La señal de Dios es la sencillez

Hoy —en pleno ciclo de Navidad— aparece la figura de Natanael, discípulo de Jesús, un hombre sencillo, "en quien no hay engaño". ¡Sencillez!: la señal de Dios es la sencillez. La señal que en la Noche Santa los Ángeles dieron a los pastores no contiene nada prodigioso, ni espectacular: verán solamente un niño envuelto en pañales, necesitado de los cuidados maternos; un niño que ha nacido en un establo y que está acostado en un pesebre.

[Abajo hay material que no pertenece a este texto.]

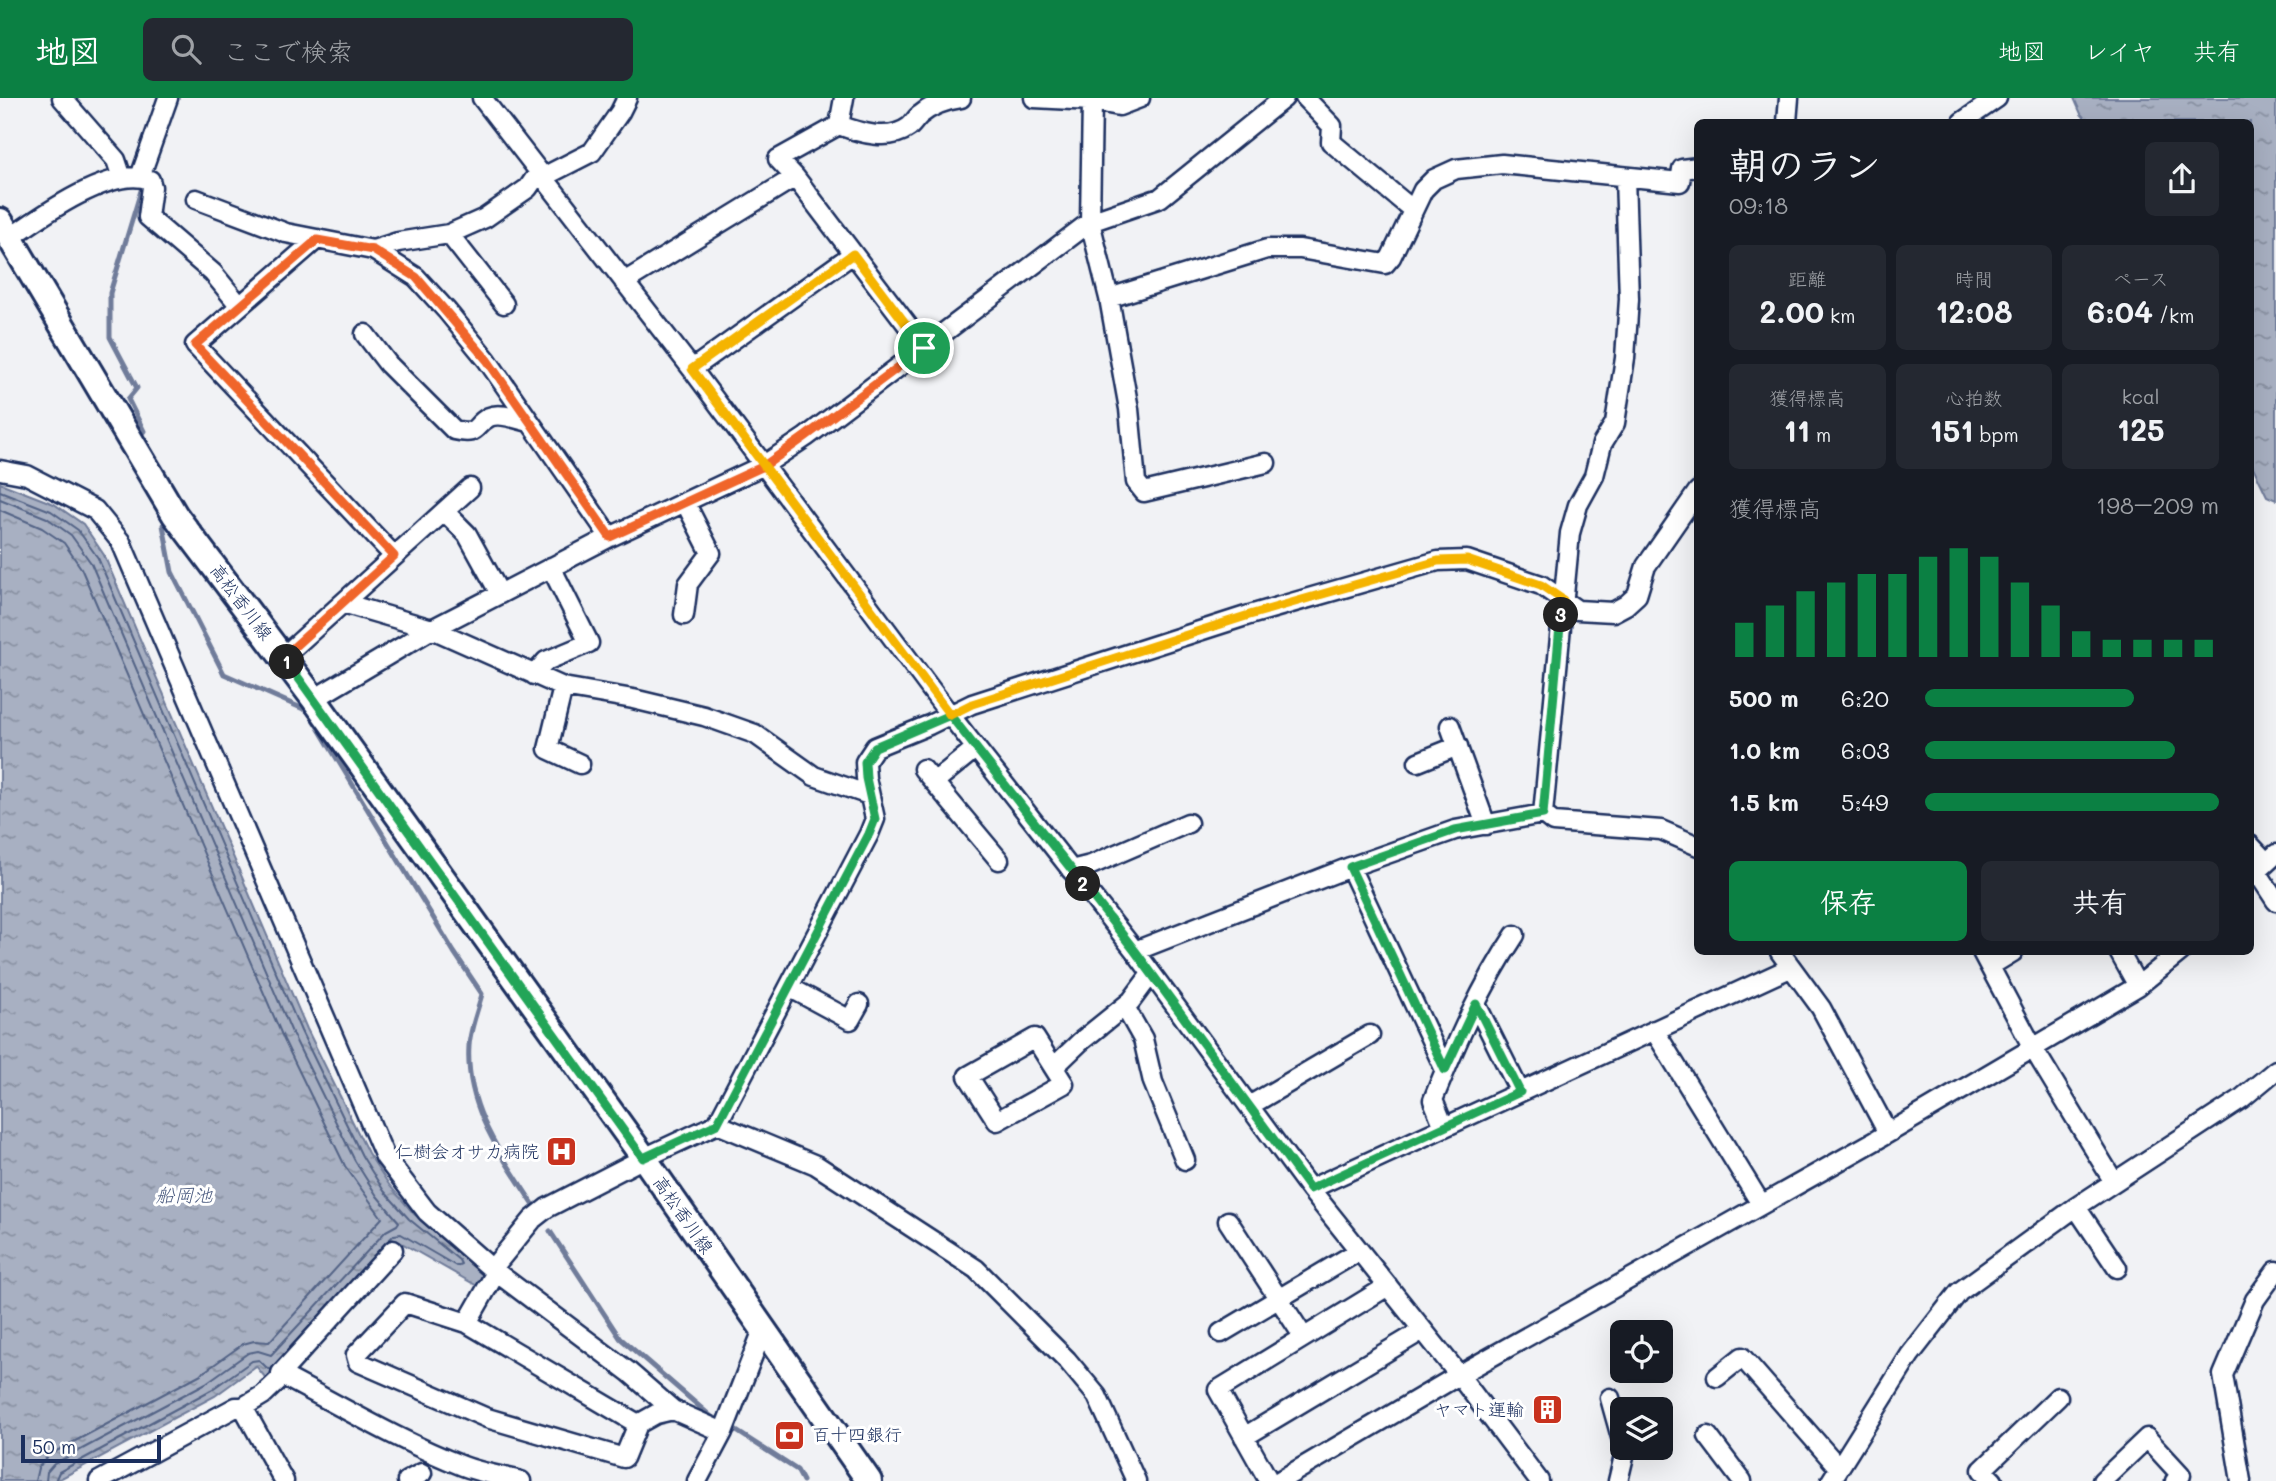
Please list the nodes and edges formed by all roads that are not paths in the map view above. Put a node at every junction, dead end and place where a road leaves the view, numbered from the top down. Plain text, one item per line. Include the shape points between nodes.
1 (62, 98) edge
2 (168, 98) edge
3 (482, 98) edge
4 (627, 98) edge
5 (844, 98) edge
6 (961, 98) edge
7 (1034, 98) edge
8 (1140, 98) edge
9 (1284, 98) edge
10 (1305, 98) edge
11 (1997, 98) edge
12 (1790, 99) edge
13 (1091, 101) junction
14 (1787, 119) edge
15 (1966, 119) edge
16 (839, 125) junction
17 (1694, 168) edge
18 (541, 175) junction
19 (794, 177) junction
20 (1626, 177) junction
21 (139, 178) junction
22 (195, 199) dead end
23 (1413, 210) junction
24 (1090, 222) junction
25 (5, 229) edge
26 (449, 234) junction
27 (317, 240) junction
28 (373, 250) junction
29 (853, 254) junction
30 (624, 282) junction
31 (1109, 298) junction
32 (504, 304) dead end
33 (240, 306) junction
34 (365, 334) dead end
35 (924, 348) junction
36 (692, 369) junction
37 (529, 422) junction
38 (1266, 463) dead end
39 (764, 466) junction
40 (0, 470) edge
41 (470, 488) dead end
42 (1694, 497) edge
43 (685, 502) junction
44 (445, 512) junction
45 (610, 537) junction
46 (394, 556) junction
47 (551, 567) junction
48 (499, 594) junction
49 (1563, 600) junction
50 (343, 603) junction
51 (684, 615) dead end
52 (432, 629) junction
53 (283, 657) junction
54 (534, 675) junction
55 (563, 687) junction
56 (314, 699) junction
57 (950, 715) junction
58 (1450, 726) dead end
59 (1458, 746) junction
60 (976, 748) junction
61 (1418, 762) dead end
62 (580, 764) dead end
63 (869, 795) junction
64 (1543, 814) junction
65 (1188, 823) dead end
66 (1486, 825) junction
67 (1694, 844) edge
68 (999, 860) dead end
69 (1350, 867) junction
70 (2262, 867) edge
71 (1071, 870) junction
72 (2276, 901) edge
73 (1515, 935) dead end
74 (1135, 951) junction
75 (2121, 955) edge
76 (2176, 955) edge
77 (1986, 959) edge
78 (1785, 960) edge
79 (1152, 974) junction
80 (2138, 986) junction
81 (789, 987) junction
82 (859, 1004) dead end
83 (1476, 1004) junction
84 (1125, 1007) junction
85 (1654, 1030) junction
86 (1370, 1035) dead end
87 (2033, 1048) junction
88 (1054, 1067) junction
89 (1445, 1070) junction
90 (2276, 1070) edge
91 (1520, 1092) junction
92 (1249, 1106) junction
93 (717, 1124) junction
94 (1444, 1127) junction
95 (1888, 1133) junction
96 (643, 1158) junction
97 (1185, 1160) dead end
98 (2114, 1182) junction
99 (1310, 1189) junction
100 (1761, 1204) junction
101 (2076, 1207) junction
102 (1228, 1221) dead end
103 (393, 1250) dead end
104 (1359, 1251) junction
105 (2117, 1268) dead end
106 (492, 1269) junction
107 (2276, 1270) edge
108 (1388, 1286) junction
109 (1279, 1299) junction
110 (467, 1323) junction
111 (764, 1327) junction
112 (1423, 1330) junction
113 (1221, 1333) dead end
114 (1303, 1336) junction
115 (1459, 1375) junction
116 (283, 1376) junction
117 (1717, 1377) dead end
118 (2058, 1397) dead end
119 (243, 1407) junction
120 (673, 1410) junction
121 (638, 1424) junction
122 (723, 1432) junction
123 (1708, 1436) dead end
124 (1244, 1437) junction
125 (1623, 1460) edge
126 (1835, 1474) edge
127 (99, 1481) edge
128 (284, 1481) edge
129 (521, 1481) edge
130 (697, 1481) edge
131 (869, 1481) edge
132 (1136, 1481) edge
133 (1269, 1481) edge
134 (1279, 1481) edge
135 (1539, 1481) edge
136 (1618, 1481) edge
137 (1742, 1481) edge
138 (1993, 1481) edge
139 (2102, 1481) edge
140 (2175, 1481) edge
141 (2241, 1481) edge

1 - 21 street via 116,160
2 - 21 street
3 - 18 street
4 - 18 street via 592,152
5 - 16 street
6 - 16 street via 942,101 908,128 892,133 860,133
7 - 13 street
8 - 13 street via 1119,106
9 - 24 street via 1160,198
10 - 23 street via 1332,126 1331,142
11 - 15 street
12 - 14 street
13 - 24 street
16 - 19 street via 778,159
17 - 20 street via 1682,169 1680,182
18 - 26 street via 485,218
18 - 30 street
19 - 29 street
19 - 30 street
20 - 23 street via 1502,164 1455,169 1434,179
20 - 49 street via 1629,299 1625,358 1615,422 1602,444 1570,533
21 - 25 street via 68,198
21 - 33 street via 152,187 148,217 213,273
22 - 27 street
23 - 31 street via 1385,264 1300,249 1267,249
24 - 31 street
24 - 35 street
25 - 53 main road, 高松香川線 via 175,515
26 - 28 street
26 - 32 street
27 - 28 street
27 - 33 street
28 - 37 street via 416,277 447,311
29 - 35 street
29 - 36 street
30 - 36 street
31 - 38 street via 1129,409 1136,482 1144,492
33 - 46 street via 195,345
34 - 37 street via 388,364 454,430 476,430 489,417
35 - 39 street
36 - 39 street
37 - 45 street
39 - 43 street
39 - 57 street
40 - 106 street via 27,475 95,510 121,542 384,1157 427,1212
41 - 44 street
42 - 49 street via 1646,566 1637,595 1626,605 1613,612 1577,610
43 - 45 street
43 - 51 street via 711,553 688,584
44 - 46 street
44 - 48 street via 467,534
45 - 47 street
46 - 50 street
47 - 48 street
47 - 54 street via 589,643 546,662
48 - 52 street
49 - 57 street via 1541,585 1467,560 1438,561 1219,625
49 - 64 street
50 - 52 street
50 - 53 street
52 - 54 street
52 - 56 street
53 - 56 main road, 高松香川線
54 - 55 street
55 - 62 street via 548,749
55 - 63 street via 704,716 755,734 814,776
56 - 96 main road, 高松香川線
57 - 60 street
57 - 63 street via 875,747 865,762
58 - 59 street
59 - 61 street
59 - 66 street
60 - 68 street via 929,776
60 - 71 street
63 - 81 street via 875,819 869,834
64 - 66 street
64 - 67 street via 1553,822 1661,830
65 - 71 street
66 - 69 street via 1455,830
69 - 74 street
69 - 89 street
70 - 72 street
71 - 74 street
73 - 83 street
74 - 79 street
75 - 80 street
76 - 80 street
77 - 87 street
78 - 85 street
78 - 95 street via 1821,1008
79 - 84 street
79 - 92 street
80 - 87 street
81 - 82 street via 850,1020
81 - 93 street
83 - 89 street
83 - 91 street
84 - 88 street
84 - 97 street via 1143,1039 1153,1082
85 - 91 street
85 - 100 street
86 - 92 street
87 - 95 street
87 - 98 street
88 - 88 street via 1064,1084 997,1121 968,1076 1035,1038
89 - 94 street via 1433,1100
90 - 98 street via 2241,1099
91 - 94 street
92 - 99 street
93 - 96 street
93 - 132 street via 816,1164 976,1269 1097,1396
94 - 99 street
95 - 100 street
96 - 106 street via 547,1208
96 - 111 main road, 高松香川線
98 - 101 street
99 - 104 street
100 - 115 street
101 - 105 street
101 - 126 street via 1959,1292 1910,1355
102 - 109 street
103 - 116 street
104 - 108 street
104 - 109 street
106 - 110 street via 495,1274
106 - 120 street
107 - 141 street via 2255,1300 2222,1375
108 - 112 street
108 - 114 street
109 - 113 street
109 - 114 street
110 - 121 street
110 - 121 street via 405,1303 356,1355 358,1362 487,1418 624,1458
111 - 122 street
111 - 131 main road, 高松香川線
112 - 115 street
112 - 124 street
114 - 124 street via 1218,1390
115 - 134 street
115 - 135 street
116 - 119 street
116 - 129 street via 432,1452 466,1467
117 - 126 street via 1742,1357
118 - 138 street via 1982,1470
119 - 127 street
119 - 128 street
120 - 121 street
120 - 122 street
122 - 130 street
123 - 137 street
124 - 133 street
125 - 136 street
139 - 140 street via 2147,1438 2181,1475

La señal de Dios es el Niño: Él se hace pequeño por nosotros. Éste es su modo de reinar. Él no viene con poderío y grandiosidad externos. Viene como niño inerme y necesitado de nuestra ayuda. No quiere abrumarnos con la fuerza. Nos evita el temor ante su grandeza. No quiere de nosotros más que nuestro amor, a través del cual aprendemos espontáneamente a entrar en sus sentimientos, en su pensamiento y en su voluntad.

—Señor, te has hecho pequeño para que nosotros podamos comprenderte, acogerte y amarte. ¡Aprendamos a vivir con Él!

Comentario: REDACCIÓN evangeli.net (elaborado a partir de textos de Benedicto XVI) (Città del Vaticano, Vaticano).

lunes, 31 de diciembre de 2012

El "buey y el asno"



Hoy, ante la pequeñez de Jesús-Dios, el Evangelio proclama solemnemente su divinidad: su dignidad más alta se funda en la referencia a Dios, al Padre. Pero, ¿quién puede reconocerle como Dios? Según Isaías (1,3), "el buey y el asno", es decir, seres con el corazón tan simple como para, por lo menos, "conocer" a su dueño y recordar el pesebre de su amo.

En Navidad el "buey y la mula" (los corazones sencillos) son los pastores, los Magos, María y José. ¿Es que acaso podría ser de otro modo? En el establo donde está el Niño Jesús no vive la gente fina: allí viven, justamente, el buey y el asno. Pero nosotros, ¿nos hallamos tan alejados del establo porque somos demasiado finos? ¿No estamos demasiado en "Jerusalén", en el "palacio", para oír la voz de los ángeles, acudir al pesebre y adorarle?

—En la Noche Santa los rostros del buey y del asno nos miran con ojos interrogativos: Mi pueblo no entiende; ¿entiendes tú la voz de tu Señor?